▶ RECORD EXCERPTS

====================

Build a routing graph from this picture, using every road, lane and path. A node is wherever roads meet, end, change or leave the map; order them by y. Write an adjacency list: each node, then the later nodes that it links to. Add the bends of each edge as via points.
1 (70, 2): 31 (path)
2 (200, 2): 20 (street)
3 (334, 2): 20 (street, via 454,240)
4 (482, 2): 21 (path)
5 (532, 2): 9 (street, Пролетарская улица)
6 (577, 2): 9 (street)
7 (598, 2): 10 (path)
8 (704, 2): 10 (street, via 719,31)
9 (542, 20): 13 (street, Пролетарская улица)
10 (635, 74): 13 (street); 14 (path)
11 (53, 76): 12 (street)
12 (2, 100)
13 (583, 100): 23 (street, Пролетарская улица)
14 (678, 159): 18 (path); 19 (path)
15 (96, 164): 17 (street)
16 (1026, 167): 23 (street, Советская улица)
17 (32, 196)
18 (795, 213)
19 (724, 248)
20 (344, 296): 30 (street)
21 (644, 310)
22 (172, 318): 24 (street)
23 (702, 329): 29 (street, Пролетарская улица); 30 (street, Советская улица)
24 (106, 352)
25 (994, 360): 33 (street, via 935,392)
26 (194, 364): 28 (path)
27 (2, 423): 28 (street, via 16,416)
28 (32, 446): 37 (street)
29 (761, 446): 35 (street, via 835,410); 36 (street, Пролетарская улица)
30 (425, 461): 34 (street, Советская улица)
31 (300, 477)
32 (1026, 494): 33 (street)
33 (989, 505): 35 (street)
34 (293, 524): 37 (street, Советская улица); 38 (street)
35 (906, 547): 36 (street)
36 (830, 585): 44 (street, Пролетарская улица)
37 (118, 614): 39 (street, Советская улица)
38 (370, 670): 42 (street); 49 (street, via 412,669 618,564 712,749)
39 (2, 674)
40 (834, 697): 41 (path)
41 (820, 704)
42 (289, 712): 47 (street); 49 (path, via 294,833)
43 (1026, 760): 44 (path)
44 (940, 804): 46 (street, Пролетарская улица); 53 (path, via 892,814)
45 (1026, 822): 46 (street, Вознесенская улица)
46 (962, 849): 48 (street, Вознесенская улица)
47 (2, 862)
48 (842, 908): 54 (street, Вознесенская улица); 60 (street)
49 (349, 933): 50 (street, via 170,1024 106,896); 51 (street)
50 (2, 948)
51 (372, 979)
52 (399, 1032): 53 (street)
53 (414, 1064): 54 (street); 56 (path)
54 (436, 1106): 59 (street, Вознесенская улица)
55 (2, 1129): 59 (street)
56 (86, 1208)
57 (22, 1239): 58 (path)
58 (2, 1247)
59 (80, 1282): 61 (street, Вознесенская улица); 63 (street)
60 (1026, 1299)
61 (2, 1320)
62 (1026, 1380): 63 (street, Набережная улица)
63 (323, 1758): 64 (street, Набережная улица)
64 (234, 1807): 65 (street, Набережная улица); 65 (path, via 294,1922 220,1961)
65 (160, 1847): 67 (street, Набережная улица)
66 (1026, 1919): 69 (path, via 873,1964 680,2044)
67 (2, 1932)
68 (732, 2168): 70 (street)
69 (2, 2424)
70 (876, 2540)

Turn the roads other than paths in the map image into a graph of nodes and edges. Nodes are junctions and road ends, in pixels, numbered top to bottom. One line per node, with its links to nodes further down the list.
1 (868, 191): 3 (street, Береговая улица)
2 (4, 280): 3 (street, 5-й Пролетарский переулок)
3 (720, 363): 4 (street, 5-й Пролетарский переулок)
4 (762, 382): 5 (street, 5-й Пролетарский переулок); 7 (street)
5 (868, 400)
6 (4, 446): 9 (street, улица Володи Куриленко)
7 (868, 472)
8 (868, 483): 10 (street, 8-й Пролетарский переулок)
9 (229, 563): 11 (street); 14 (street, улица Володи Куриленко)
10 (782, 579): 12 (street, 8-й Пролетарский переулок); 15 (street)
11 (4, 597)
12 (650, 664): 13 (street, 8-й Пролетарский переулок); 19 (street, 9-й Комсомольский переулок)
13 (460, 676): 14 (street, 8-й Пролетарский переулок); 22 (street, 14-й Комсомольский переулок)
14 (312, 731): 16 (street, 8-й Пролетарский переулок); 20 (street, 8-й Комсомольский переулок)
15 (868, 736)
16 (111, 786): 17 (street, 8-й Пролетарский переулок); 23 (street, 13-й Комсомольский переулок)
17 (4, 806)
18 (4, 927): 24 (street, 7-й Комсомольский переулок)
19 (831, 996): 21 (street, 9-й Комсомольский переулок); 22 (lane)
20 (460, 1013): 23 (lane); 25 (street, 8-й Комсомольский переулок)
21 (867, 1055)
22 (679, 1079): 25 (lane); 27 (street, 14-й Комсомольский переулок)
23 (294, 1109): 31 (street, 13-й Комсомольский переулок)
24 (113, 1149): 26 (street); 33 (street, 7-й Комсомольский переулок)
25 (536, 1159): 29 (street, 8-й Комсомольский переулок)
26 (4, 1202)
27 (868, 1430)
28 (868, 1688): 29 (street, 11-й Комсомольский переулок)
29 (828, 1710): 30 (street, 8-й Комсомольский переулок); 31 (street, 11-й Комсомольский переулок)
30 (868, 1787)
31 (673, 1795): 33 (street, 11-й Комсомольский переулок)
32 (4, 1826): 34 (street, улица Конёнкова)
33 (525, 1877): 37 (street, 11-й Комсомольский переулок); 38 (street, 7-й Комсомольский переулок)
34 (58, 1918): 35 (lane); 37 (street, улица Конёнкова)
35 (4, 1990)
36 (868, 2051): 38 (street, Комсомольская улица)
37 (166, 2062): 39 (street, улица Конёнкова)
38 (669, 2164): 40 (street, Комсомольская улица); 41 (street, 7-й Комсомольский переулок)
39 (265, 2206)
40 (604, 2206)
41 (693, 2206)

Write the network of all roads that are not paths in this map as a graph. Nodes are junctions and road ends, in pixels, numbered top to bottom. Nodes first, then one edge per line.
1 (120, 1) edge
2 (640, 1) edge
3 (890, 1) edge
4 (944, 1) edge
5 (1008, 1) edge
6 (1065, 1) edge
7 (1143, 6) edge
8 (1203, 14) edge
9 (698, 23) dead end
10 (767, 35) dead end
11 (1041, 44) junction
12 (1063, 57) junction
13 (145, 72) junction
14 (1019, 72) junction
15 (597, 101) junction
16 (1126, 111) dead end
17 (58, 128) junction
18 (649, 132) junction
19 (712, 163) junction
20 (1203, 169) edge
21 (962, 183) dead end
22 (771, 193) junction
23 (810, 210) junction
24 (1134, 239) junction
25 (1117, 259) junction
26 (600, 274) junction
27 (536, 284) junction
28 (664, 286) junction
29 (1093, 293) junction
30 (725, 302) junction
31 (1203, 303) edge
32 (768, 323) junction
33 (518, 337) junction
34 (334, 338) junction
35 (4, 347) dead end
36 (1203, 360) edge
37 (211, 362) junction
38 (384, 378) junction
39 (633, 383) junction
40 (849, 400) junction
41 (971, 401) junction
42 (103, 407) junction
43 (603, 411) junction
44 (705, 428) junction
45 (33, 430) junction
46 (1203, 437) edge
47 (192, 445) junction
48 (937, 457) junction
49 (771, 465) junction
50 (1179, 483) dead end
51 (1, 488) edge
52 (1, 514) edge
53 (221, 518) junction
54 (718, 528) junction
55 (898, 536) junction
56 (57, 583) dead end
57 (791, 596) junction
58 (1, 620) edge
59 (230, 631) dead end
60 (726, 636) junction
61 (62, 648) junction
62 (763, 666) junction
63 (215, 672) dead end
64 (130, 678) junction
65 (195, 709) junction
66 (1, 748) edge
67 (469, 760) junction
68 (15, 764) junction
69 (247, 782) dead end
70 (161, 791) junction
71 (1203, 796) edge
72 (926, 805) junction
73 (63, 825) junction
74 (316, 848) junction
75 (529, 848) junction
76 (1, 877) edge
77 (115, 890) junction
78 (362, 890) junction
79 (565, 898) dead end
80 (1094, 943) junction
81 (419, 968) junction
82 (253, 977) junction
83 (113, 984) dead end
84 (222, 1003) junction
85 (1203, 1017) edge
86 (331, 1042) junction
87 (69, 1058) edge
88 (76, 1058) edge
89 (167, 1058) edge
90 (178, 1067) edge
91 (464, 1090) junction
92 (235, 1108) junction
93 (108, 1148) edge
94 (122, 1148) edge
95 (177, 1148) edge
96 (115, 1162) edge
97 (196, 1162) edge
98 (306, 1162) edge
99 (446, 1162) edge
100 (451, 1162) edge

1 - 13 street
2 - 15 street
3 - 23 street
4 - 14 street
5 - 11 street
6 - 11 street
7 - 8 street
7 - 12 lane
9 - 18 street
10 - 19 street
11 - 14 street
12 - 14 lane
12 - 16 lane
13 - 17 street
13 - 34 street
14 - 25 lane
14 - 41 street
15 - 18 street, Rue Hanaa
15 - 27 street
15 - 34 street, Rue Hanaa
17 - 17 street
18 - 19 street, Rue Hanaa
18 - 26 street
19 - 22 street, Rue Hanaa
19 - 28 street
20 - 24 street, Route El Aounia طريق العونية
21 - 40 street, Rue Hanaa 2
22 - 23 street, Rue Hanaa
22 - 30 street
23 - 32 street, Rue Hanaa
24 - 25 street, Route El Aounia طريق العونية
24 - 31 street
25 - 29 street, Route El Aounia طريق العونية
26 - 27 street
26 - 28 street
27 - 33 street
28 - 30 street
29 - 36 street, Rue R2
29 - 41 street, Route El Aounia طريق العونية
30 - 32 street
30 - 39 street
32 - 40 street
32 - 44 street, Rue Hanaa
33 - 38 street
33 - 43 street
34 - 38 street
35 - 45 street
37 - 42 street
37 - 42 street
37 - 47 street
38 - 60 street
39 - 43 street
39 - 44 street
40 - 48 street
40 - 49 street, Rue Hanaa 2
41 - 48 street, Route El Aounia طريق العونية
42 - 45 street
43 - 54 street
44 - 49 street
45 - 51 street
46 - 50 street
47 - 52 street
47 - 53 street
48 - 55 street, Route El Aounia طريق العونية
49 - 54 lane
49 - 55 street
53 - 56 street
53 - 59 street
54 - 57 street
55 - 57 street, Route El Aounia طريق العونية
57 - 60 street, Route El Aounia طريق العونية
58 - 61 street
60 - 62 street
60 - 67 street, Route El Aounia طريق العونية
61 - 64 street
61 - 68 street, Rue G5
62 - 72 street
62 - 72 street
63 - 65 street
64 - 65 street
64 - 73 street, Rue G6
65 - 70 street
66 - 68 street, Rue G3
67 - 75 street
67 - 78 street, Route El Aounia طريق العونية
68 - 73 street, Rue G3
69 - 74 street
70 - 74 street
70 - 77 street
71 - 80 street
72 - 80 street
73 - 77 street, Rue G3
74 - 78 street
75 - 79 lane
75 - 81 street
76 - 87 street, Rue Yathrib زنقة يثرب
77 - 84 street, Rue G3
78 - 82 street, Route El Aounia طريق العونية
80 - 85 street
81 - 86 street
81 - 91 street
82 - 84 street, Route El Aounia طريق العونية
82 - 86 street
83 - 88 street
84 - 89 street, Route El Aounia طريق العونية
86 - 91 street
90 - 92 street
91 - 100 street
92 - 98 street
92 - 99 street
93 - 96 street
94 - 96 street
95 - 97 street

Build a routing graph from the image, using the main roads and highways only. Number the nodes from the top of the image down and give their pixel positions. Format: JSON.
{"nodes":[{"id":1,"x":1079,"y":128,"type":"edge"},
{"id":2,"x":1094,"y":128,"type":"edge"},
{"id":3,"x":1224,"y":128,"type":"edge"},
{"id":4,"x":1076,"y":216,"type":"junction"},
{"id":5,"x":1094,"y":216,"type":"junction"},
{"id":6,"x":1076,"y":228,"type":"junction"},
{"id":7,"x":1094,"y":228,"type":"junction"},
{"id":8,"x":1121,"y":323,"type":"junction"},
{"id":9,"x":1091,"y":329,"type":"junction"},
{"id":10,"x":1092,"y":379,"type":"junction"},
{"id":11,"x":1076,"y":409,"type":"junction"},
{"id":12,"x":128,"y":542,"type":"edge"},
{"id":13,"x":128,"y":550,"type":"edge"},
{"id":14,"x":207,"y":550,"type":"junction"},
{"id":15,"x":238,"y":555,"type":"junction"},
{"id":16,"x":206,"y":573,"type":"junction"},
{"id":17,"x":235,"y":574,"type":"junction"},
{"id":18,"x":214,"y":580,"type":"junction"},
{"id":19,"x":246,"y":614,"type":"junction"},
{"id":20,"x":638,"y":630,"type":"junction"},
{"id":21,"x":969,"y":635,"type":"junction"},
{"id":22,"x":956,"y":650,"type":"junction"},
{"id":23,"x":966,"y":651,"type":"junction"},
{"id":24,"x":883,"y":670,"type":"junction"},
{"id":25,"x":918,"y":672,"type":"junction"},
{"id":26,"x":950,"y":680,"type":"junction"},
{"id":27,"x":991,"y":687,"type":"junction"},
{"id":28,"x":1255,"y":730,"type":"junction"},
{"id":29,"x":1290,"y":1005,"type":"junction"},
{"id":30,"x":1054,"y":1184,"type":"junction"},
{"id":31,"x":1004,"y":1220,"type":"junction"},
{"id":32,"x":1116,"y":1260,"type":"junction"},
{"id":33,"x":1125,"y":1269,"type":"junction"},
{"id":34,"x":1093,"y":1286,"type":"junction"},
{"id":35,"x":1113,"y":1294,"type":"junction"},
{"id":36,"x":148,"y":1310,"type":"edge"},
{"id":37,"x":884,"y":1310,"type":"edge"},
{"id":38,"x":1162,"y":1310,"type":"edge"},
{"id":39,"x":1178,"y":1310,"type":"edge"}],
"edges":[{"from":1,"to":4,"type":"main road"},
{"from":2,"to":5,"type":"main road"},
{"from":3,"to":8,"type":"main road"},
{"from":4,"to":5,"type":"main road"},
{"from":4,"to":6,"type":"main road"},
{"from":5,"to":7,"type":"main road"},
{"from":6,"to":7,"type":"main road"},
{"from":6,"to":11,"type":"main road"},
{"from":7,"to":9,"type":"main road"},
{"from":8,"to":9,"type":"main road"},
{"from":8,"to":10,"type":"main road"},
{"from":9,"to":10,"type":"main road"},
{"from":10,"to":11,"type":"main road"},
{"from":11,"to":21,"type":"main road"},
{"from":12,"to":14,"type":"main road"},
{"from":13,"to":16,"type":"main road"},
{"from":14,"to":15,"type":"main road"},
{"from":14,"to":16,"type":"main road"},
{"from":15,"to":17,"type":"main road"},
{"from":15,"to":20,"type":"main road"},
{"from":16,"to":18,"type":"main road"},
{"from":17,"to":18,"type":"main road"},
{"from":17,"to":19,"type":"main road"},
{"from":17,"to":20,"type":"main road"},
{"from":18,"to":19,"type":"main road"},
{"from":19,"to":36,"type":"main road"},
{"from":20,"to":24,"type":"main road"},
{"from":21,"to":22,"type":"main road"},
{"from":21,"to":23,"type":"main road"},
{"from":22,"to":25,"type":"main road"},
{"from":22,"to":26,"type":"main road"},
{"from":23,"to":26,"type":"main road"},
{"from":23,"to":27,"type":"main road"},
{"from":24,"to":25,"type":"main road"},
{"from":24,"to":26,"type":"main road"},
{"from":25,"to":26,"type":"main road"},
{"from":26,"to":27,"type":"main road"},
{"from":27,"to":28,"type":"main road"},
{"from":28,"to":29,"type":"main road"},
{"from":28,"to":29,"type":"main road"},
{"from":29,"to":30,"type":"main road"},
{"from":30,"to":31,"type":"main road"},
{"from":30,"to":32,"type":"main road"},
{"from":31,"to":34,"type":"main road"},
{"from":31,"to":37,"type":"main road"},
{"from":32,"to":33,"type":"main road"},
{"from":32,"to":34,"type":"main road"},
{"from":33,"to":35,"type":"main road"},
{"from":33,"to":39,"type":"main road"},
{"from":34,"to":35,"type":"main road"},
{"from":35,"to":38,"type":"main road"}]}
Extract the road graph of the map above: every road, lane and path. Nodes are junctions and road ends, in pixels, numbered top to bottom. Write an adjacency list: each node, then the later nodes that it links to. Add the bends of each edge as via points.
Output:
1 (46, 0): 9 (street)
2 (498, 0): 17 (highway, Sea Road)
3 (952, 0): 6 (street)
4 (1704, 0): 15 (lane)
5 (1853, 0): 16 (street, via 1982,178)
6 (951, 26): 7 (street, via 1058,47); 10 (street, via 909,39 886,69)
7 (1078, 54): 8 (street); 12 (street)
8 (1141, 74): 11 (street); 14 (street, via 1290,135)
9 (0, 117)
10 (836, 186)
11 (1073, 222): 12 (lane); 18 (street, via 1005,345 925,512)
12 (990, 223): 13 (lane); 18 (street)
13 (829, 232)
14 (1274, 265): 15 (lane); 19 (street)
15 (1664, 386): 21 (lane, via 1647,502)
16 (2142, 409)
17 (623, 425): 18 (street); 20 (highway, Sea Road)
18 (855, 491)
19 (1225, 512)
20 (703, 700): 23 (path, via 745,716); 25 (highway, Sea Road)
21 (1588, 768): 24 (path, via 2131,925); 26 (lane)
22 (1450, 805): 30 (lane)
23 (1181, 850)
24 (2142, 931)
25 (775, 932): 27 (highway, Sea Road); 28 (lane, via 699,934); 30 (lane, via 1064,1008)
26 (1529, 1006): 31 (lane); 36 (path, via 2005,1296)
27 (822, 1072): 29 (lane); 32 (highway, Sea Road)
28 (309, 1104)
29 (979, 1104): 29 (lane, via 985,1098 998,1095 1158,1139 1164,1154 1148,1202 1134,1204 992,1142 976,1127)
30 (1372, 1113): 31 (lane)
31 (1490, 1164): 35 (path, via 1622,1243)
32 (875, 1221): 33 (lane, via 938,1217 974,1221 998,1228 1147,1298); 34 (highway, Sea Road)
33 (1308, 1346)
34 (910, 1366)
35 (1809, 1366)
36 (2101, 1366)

====================

▶ TASK DESCRIPTION
Look over the records. Copy the lines that include the word "dead".

▶ TASK SOLUTION
9 (698, 23) dead end
10 (767, 35) dead end
16 (1126, 111) dead end
21 (962, 183) dead end
35 (4, 347) dead end
50 (1179, 483) dead end
56 (57, 583) dead end
59 (230, 631) dead end
63 (215, 672) dead end
69 (247, 782) dead end
79 (565, 898) dead end
83 (113, 984) dead end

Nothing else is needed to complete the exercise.